HOW TO COMPLETE THIS TASK: In the data below, give the number of lines that contain the word "joined". Nothing else is needed.

EXCERPTED DATA:

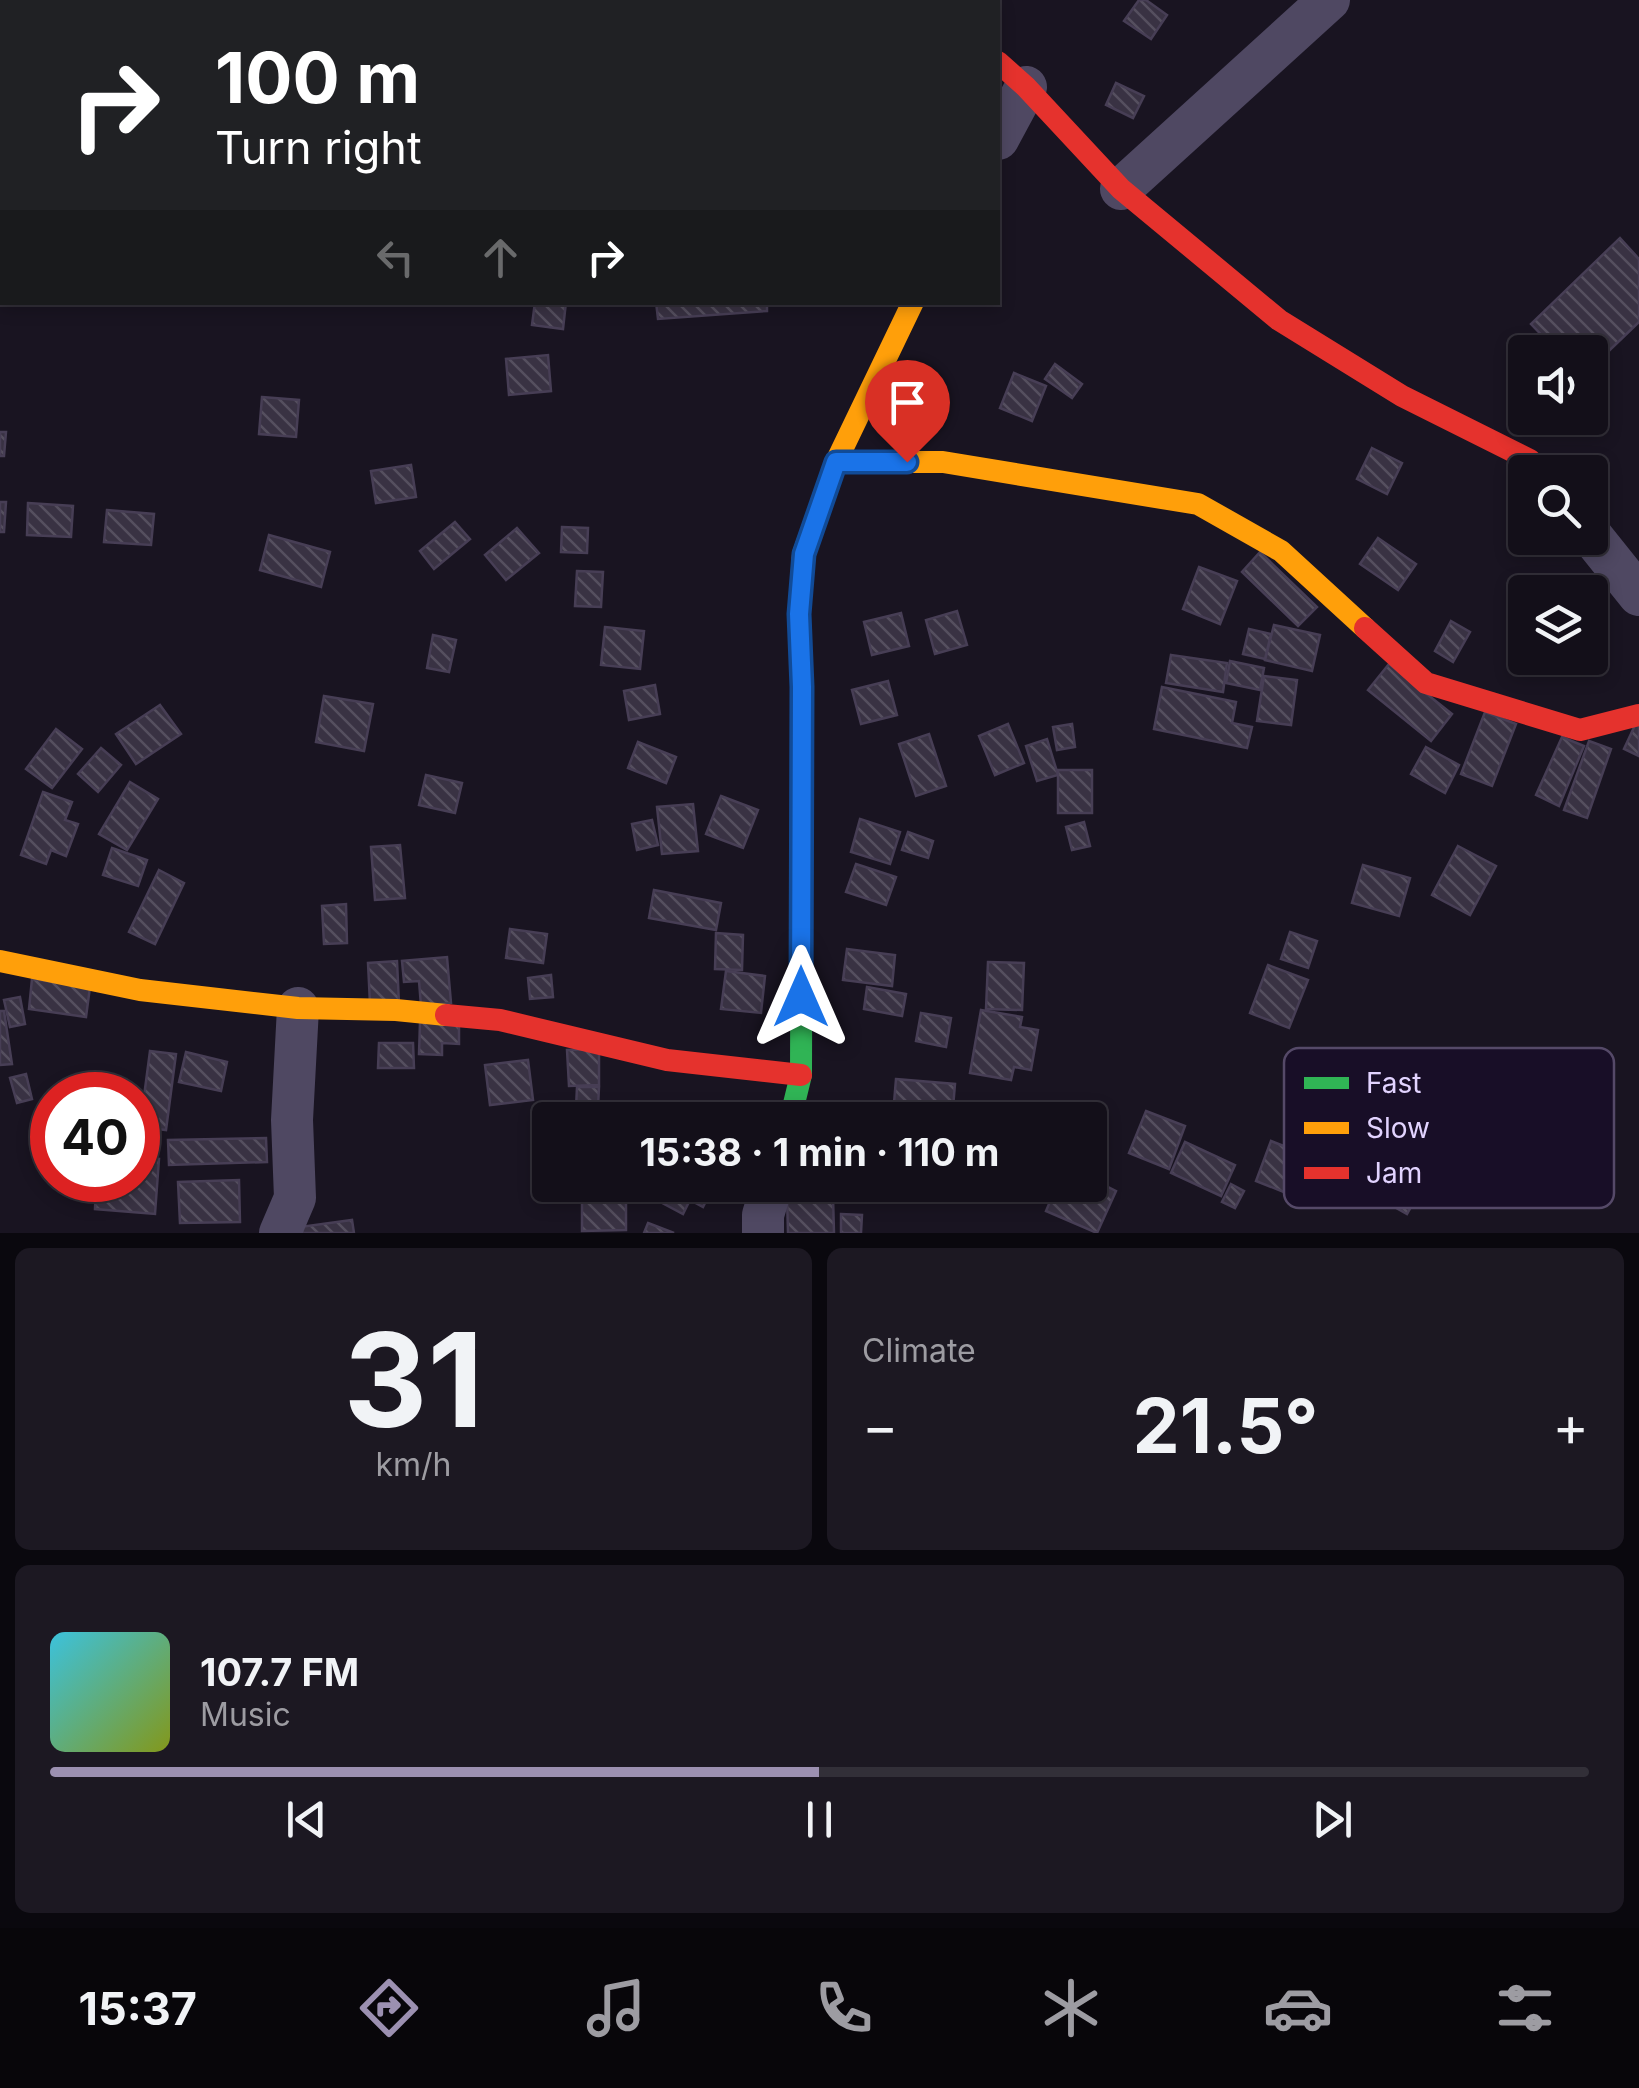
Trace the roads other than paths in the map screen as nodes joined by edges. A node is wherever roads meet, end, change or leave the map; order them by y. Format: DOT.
graph roads {
  1 [pos="1329,0"];
  2 [pos="1012,75"];
  3 [pos="1000,130"];
  4 [pos="1121,189"];
  5 [pos="913,305"];
  6 [pos="1520,455"];
  7 [pos="836,462"];
  8 [pos="1607,555"];
  9 [pos="1639,595"];
  10 [pos="1639,716"];
  11 [pos="0,960"];
  12 [pos="298,1008"];
  13 [pos="801,1075"];
  14 [pos="794,1102"];
  15 [pos="766,1202"];
  16 [pos="280,1233"];
  17 [pos="763,1233"];
  1 -- 4 [label="street"];
  2 -- 3 [label="street"];
  2 -- 4 [label="street"];
  4 -- 6 [label="street"];
  5 -- 7 [label="street"];
  7 -- 10 [label="street"];
  7 -- 13 [label="street"];
  8 -- 9 [label="street"];
  11 -- 12 [label="street"];
  12 -- 13 [label="street"];
  12 -- 16 [label="street"];
  13 -- 14 [label="street"];
  15 -- 17 [label="street"];
}
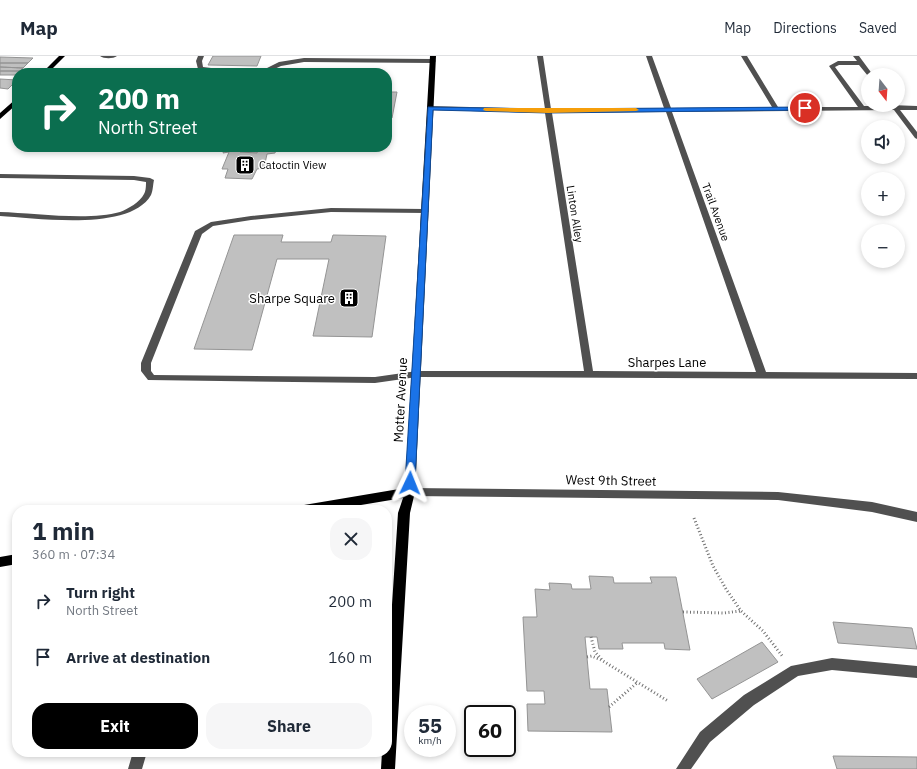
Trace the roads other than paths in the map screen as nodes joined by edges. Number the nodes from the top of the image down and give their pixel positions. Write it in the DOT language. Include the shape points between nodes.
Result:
graph roads {
  1 [pos="62,56"];
  2 [pos="103,56"];
  3 [pos="114,56"];
  4 [pos="201,56"];
  5 [pos="540,56"];
  6 [pos="649,56"];
  7 [pos="744,56"];
  8 [pos="856,56"];
  9 [pos="433,58"];
  10 [pos="862,63"];
  11 [pos="50,68"];
  12 [pos="200,68"];
  13 [pos="272,68"];
  14 [pos="865,68"];
  15 [pos="12,105"];
  16 [pos="861,107"];
  17 [pos="905,107"];
  18 [pos="430,108"];
  19 [pos="861,108"];
  20 [pos="917,108"];
  21 [pos="668,109"];
  22 [pos="776,109"];
  23 [pos="548,111"];
  24 [pos="898,112"];
  25 [pos="0,117"];
  26 [pos="917,138"];
  27 [pos="0,176"];
  28 [pos="425,211"];
  29 [pos="0,214"];
  30 [pos="417,374"];
  31 [pos="762,374"];
  32 [pos="589,376"];
  33 [pos="917,376"];
  34 [pos="410,492"];
  35 [pos="333,505"];
  36 [pos="917,517"];
  37 [pos="12,560"];
  38 [pos="0,562"];
  39 [pos="917,672"];
  40 [pos="392,705"];
  41 [pos="139,757"];
  42 [pos="389,757"];
  43 [pos="135,769"];
  44 [pos="388,769"];
  45 [pos="683,769"];
  1 -- 11 [label="main road"];
  2 -- 3 [label="street"];
  4 -- 12 [label="street"];
  5 -- 23 [label="street, Linton Alley"];
  6 -- 21 [label="street, Trail Avenue"];
  7 -- 22 [label="street"];
  8 -- 10 [label="street"];
  9 -- 13 [label="street" via="304,60 279,64"];
  9 -- 18 [label="main road, Motter Avenue"];
  10 -- 14 [label="street"];
  10 -- 16 [label="street" via="838,63 832,66"];
  15 -- 25 [label="main road"];
  17 -- 20 [label="street"];
  18 -- 23 [label="street"];
  18 -- 28 [label="main road, Motter Avenue"];
  19 -- 22 [label="street"];
  21 -- 22 [label="street"];
  21 -- 23 [label="street"];
  21 -- 31 [label="street, Trail Avenue"];
  23 -- 32 [label="street, Linton Alley"];
  24 -- 26 [label="street"];
  27 -- 29 [label="street" via="150,180 148,194 132,210 115,216"];
  28 -- 30 [label="main road, Motter Avenue"];
  28 -- 30 [label="street, Sharpes Lane" via="331,210 211,224 198,233 146,363 146,371 151,378 375,380"];
  30 -- 32 [label="street, Sharpes Lane"];
  30 -- 34 [label="main road, Motter Avenue"];
  31 -- 32 [label="street, Sharpes Lane"];
  31 -- 33 [label="street, Sharpes Lane"];
  34 -- 35 [label="main road, West 9th Street"];
  34 -- 36 [label="street, West 9th Street" via="778,496 872,507"];
  34 -- 40 [label="main road, Motter Avenue" via="404,513"];
  37 -- 38 [label="main road"];
  39 -- 45 [label="street" via="832,664 796,670 749,700 705,737"];
  41 -- 43 [label="street"];
  42 -- 44 [label="main road, Motter Avenue"];
}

RESPONSE TO THE EXERCISE: 2